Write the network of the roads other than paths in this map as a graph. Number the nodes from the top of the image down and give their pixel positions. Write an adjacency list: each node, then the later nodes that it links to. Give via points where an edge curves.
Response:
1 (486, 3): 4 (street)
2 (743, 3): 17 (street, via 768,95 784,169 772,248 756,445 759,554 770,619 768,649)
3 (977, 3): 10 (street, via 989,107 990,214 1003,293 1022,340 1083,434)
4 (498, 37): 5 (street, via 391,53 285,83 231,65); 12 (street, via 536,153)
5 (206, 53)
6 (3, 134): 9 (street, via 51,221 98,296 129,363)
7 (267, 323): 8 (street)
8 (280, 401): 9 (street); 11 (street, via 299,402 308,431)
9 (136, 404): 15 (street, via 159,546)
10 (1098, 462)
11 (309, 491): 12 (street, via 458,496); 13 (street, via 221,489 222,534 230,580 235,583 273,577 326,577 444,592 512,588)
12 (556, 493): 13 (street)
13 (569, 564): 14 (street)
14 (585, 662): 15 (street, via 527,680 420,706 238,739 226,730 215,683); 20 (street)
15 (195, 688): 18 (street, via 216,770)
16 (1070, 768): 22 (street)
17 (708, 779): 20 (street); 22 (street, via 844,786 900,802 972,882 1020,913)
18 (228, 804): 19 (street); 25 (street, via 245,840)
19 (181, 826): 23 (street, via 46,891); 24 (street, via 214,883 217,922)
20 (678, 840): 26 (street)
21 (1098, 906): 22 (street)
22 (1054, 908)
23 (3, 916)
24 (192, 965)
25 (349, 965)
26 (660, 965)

################

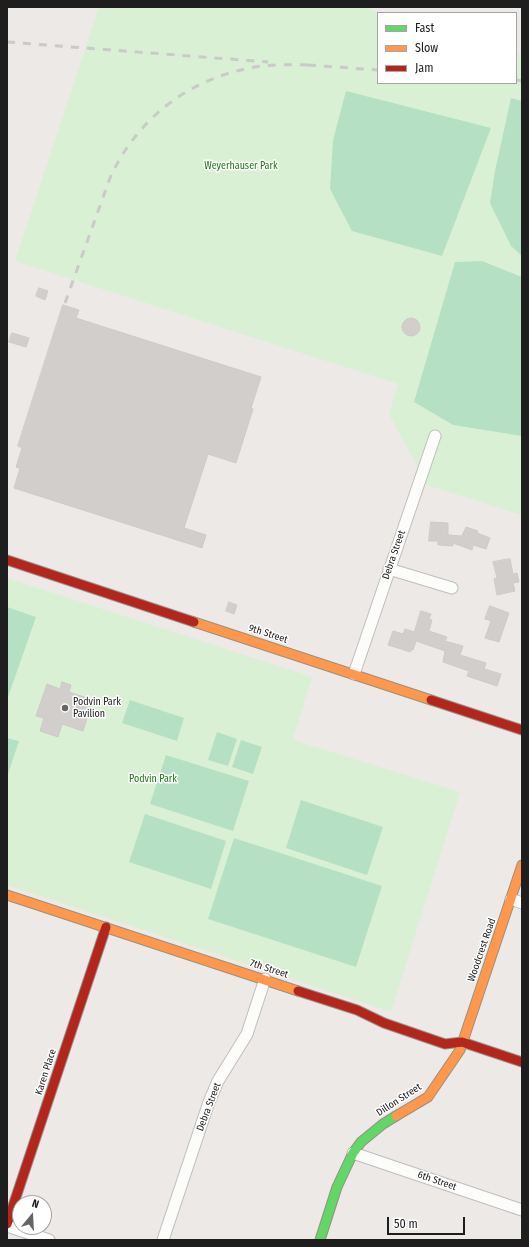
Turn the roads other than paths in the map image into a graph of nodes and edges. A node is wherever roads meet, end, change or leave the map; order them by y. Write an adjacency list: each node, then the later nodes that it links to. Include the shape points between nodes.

################

Report all lines in the listing above that contain the word "other".

Write the network of the roads other than paths in this map as a graph. Number the nodes from the top of the image down and give their pixel positions. Write an adjacency list: each node, then the later nodes that it links to. Give via points where an edge curves.
Turn the roads other than paths in the map image into a graph of nodes and edges. A node is wherever roads meet, end, change or leave the map; order them by y. Write an adjacency list: each node, then the later nodes that it links to. Include the shape points between nodes.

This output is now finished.